La Via Campesina demande une réelle réforme agraire intégrée
Position
La Via Campesina —un mouvement mondial d’organisations de paysans et de paysannes, de populations indigènes, de sans-terre et d’ouvriers agricoles– demande une vraie réforme agraire intégrée.
Une vraie réforme agraire devrait garantir à ceux qui travaillent et vivent de la terre un accès sûr à la terre et aux ressources nécessaires à une vie digne. Une réforme agraire intégrée suppose une appréhension globale du territoire, de l’espace, de l’eau, de la biodiversité et des ressources naturelles, de façon à établir une harmonie entre les êtres humains et la nature.
Face à la pauvreté rurale croissante, face aux déplacements en masse et souvent brutaux des ruraux hors de leurs terres, à l’exclusion des gens de leur territoire, à la dégradation rapide des ressources naturelles et à la perte d’une biodiversité pourtant vitale à la survie de l’espèce humaine, La Via Campesina propose une alternative à la destruction et aux injustices du modèle libéral actuel promu –entre autres- par l’agro-industrie et la Banque Mondiale via le concept de réforme agraire par le marché.
La réforme agraire doit être basée sur les principes suivants:
· Ceux qui travaillent et vivent de la terre ont droit à la terre, à l’eau, aux forêts et aux ressources nécessaires pour vivre dans la dignité et la sécurité.
· Les peuples indigènes ont le droit de contrôler leurs terres ancestrales.
· Chacun a le droit de produire sa propre alimentation de façon adaptée à son milieu et à sa culture, c’est la base de la souveraineté alimentaire.
· La Terre et ses ressources sont un bien commun à l’humanité toute entière, pas des marchandises possédées par les quelques-uns qui contrôlent le marché capitaliste.

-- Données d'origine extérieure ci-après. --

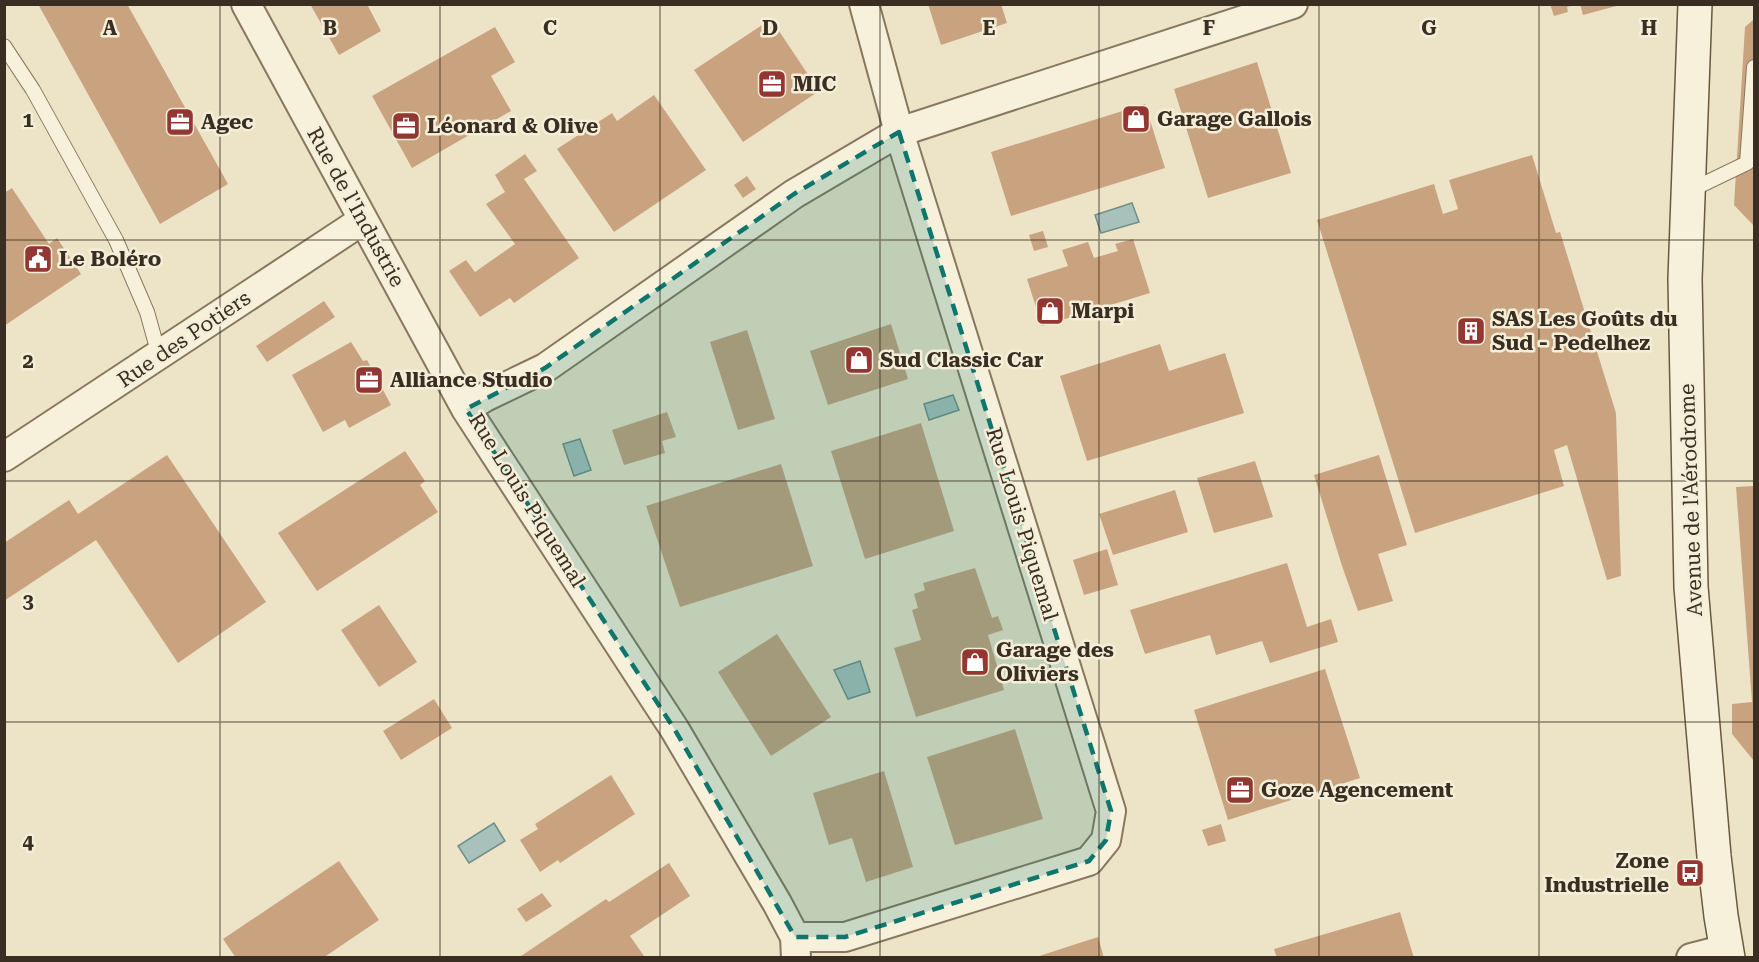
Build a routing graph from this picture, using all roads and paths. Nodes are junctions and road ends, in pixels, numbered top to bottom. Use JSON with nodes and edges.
{"nodes":[{"id":1,"x":246,"y":4,"type":"edge"},
{"id":2,"x":864,"y":4,"type":"edge"},
{"id":3,"x":1293,"y":4,"type":"edge"},
{"id":4,"x":1695,"y":4,"type":"edge"},
{"id":5,"x":4,"y":46,"type":"edge"},
{"id":6,"x":1755,"y":67,"type":"edge"},
{"id":7,"x":899,"y":132,"type":"junction"},
{"id":8,"x":1687,"y":192,"type":"junction"},
{"id":9,"x":363,"y":220,"type":"junction"},
{"id":10,"x":159,"y":355,"type":"junction"},
{"id":11,"x":466,"y":409,"type":"junction"},
{"id":12,"x":4,"y":458,"type":"edge"},
{"id":13,"x":796,"y":947,"type":"edge"},
{"id":14,"x":1727,"y":953,"type":"edge"},
{"id":15,"x":1691,"y":957,"type":"edge"}],
"edges":[{"from":1,"to":9,"type":"street","name":"Rue de l'Industrie"},
{"from":2,"to":7,"type":"street"},
{"from":3,"to":7,"type":"street","name":"Rue Louis Piquemal"},
{"from":4,"to":8,"type":"main road","name":"Avenue de l'Aérodrome"},
{"from":5,"to":10,"type":"lane"},
{"from":6,"to":8,"type":"lane"},
{"from":7,"to":11,"type":"street","name":"Rue Louis Piquemal"},
{"from":7,"to":13,"type":"street","name":"Rue Louis Piquemal"},
{"from":8,"to":14,"type":"main road","name":"Avenue de l'Aérodrome"},
{"from":9,"to":10,"type":"street","name":"Rue des Potiers"},
{"from":9,"to":11,"type":"street","name":"Rue de l'Industrie"},
{"from":10,"to":12,"type":"street","name":"Rue des Potiers"},
{"from":11,"to":13,"type":"street","name":"Rue Louis Piquemal"},
{"from":14,"to":15,"type":"street"}]}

La terre a une fonction sociale.
· La terre, les semences, l’eau, les ressources maritimes et la biodiversité doivent être aimées et protégées, et non pas exploitées, dégradées et détruites. Les communautés locales ont un accès légitime à ces ressources.
· Le droit aux techniques appropriées est fondamental.

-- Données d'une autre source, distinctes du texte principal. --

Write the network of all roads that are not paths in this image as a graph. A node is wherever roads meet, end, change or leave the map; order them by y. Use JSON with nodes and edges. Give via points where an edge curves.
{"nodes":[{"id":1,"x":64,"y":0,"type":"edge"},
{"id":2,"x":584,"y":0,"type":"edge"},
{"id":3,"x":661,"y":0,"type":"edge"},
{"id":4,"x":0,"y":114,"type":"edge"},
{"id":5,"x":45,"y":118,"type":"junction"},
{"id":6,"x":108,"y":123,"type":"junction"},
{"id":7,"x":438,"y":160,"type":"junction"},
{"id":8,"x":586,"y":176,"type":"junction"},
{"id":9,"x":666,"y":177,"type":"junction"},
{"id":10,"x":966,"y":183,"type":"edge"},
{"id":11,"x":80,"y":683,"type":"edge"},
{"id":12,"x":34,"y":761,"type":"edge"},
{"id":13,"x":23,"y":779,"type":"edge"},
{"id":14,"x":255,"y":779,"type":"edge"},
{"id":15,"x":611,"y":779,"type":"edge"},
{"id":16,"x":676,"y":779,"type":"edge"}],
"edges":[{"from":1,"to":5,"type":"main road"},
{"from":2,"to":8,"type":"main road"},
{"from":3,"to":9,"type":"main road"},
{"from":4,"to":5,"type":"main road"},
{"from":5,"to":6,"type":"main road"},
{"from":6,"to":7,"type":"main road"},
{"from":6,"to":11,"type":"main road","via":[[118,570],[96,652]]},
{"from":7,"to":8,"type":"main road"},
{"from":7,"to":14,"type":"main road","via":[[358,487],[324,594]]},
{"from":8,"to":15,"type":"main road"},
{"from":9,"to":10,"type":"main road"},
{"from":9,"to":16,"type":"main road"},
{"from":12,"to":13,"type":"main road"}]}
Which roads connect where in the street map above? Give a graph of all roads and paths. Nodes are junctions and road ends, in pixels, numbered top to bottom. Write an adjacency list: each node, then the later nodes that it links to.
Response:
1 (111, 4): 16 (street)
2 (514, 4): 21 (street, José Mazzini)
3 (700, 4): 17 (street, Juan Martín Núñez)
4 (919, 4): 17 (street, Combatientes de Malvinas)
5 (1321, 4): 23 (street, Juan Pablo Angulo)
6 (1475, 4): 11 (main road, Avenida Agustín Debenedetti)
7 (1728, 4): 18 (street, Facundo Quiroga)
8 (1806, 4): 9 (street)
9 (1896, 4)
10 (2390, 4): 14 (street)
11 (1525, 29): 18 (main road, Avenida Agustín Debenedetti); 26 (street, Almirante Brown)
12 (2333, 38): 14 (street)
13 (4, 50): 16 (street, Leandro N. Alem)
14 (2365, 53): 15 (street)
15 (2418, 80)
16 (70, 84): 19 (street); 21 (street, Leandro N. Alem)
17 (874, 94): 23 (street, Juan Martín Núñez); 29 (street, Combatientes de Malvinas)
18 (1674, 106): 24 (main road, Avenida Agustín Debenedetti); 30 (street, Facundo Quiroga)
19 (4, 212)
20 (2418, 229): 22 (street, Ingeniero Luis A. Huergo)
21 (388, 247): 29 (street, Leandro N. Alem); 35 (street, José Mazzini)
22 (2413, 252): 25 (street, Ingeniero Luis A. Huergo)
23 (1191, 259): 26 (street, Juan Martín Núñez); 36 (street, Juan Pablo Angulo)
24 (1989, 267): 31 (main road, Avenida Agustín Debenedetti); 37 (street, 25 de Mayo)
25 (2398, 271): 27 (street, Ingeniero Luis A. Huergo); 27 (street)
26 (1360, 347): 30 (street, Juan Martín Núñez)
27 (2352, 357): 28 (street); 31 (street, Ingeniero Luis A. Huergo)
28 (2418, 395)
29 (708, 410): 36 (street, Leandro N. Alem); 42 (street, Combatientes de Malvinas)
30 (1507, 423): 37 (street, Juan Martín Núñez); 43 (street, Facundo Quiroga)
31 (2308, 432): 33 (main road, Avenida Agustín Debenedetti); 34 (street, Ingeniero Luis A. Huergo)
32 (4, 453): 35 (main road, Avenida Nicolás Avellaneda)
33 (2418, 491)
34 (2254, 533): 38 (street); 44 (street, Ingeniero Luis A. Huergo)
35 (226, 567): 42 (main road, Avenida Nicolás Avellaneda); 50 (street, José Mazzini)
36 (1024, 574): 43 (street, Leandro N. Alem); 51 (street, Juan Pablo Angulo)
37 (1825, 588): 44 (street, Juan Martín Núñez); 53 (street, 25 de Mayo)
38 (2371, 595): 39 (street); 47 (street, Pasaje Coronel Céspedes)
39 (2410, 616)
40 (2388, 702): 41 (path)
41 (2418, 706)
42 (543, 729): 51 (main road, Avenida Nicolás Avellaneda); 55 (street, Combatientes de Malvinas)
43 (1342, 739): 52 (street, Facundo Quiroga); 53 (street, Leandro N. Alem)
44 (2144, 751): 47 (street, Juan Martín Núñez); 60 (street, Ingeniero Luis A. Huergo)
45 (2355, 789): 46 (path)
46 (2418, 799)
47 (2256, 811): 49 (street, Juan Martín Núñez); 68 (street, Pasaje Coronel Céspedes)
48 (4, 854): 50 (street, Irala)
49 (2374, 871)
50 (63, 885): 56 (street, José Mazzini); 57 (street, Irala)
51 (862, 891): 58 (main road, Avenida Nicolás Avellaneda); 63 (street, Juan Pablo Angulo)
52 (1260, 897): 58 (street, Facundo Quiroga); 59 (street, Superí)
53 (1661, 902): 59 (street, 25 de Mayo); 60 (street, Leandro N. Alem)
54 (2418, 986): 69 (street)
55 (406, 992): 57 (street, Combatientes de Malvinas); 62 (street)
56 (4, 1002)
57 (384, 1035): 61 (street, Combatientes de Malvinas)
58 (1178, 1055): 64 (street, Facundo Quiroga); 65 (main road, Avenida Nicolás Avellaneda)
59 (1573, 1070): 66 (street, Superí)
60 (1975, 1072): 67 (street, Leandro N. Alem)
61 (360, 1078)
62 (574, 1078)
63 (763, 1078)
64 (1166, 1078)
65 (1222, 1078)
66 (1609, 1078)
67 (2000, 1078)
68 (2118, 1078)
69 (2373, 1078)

Une vraie réforme agraire devra avoir les objectifs suivants:
· La redistribution des grandes propriétés aux paysans sans terre et à ceux qui en ont besoin pour leur survie.
· Un accès et une utilisation égal à la terre pour les femmes et les jeunes. La justice et l’égalité pour les femmes, qu suppose la transformation de la situation sociale et économique, y compris l’accès à la terre, au crédit, à l’éducation, à la sécurité sociale et au pouvoir, est un élément clé de la sécurité alimentaire des familles.
· La prise en compte de tous ceux qui participent à la production alimentaire et à l’entretien des ressources naturelles – les pêcheurs, les populations indigènes, les paysans sans terre, les éleveurs nomades et les populations forestières.
· La protection de l’eau, de ses sources, des rivières et des lacs, et un arrêt immédiat de la privatisation et de la marchandisation de l’eau.
· La réorganisation des marchés pour donner la priorité aux marchés alimentaires locaux. Les accords de libre-échange libéraux et les structures commerciales qui détruisent l’économie des petits producteurs doivent être remplacées par des politiques assurant un prix juste pur les produits et la démocratisation des moyens de production via des coopératives, une propriété sociale et/ou l’agriculture familiale.
· La reconnaissance des savoirs paysans dans l’utilisation des ressources locales (agricultures paysannes traditionnelles). Ces savoirs ont une valeur inestimable, c’est pourquoi toutes les conditions doivent être mises en oeuvre pour assurer leur transmission.
La lutte pour une vraie réforme agraire intégrée est une lutte pour la justice, la dignité et la fin de la pauvreté rurale. C’est la lutte pour une nouvelle forme de développement rural qui ne soit pas seulement économique et technologique, mais qui respecte et mette en valeur les cultures rurales.
Globalisons la lutte! Globalisons l’espoir!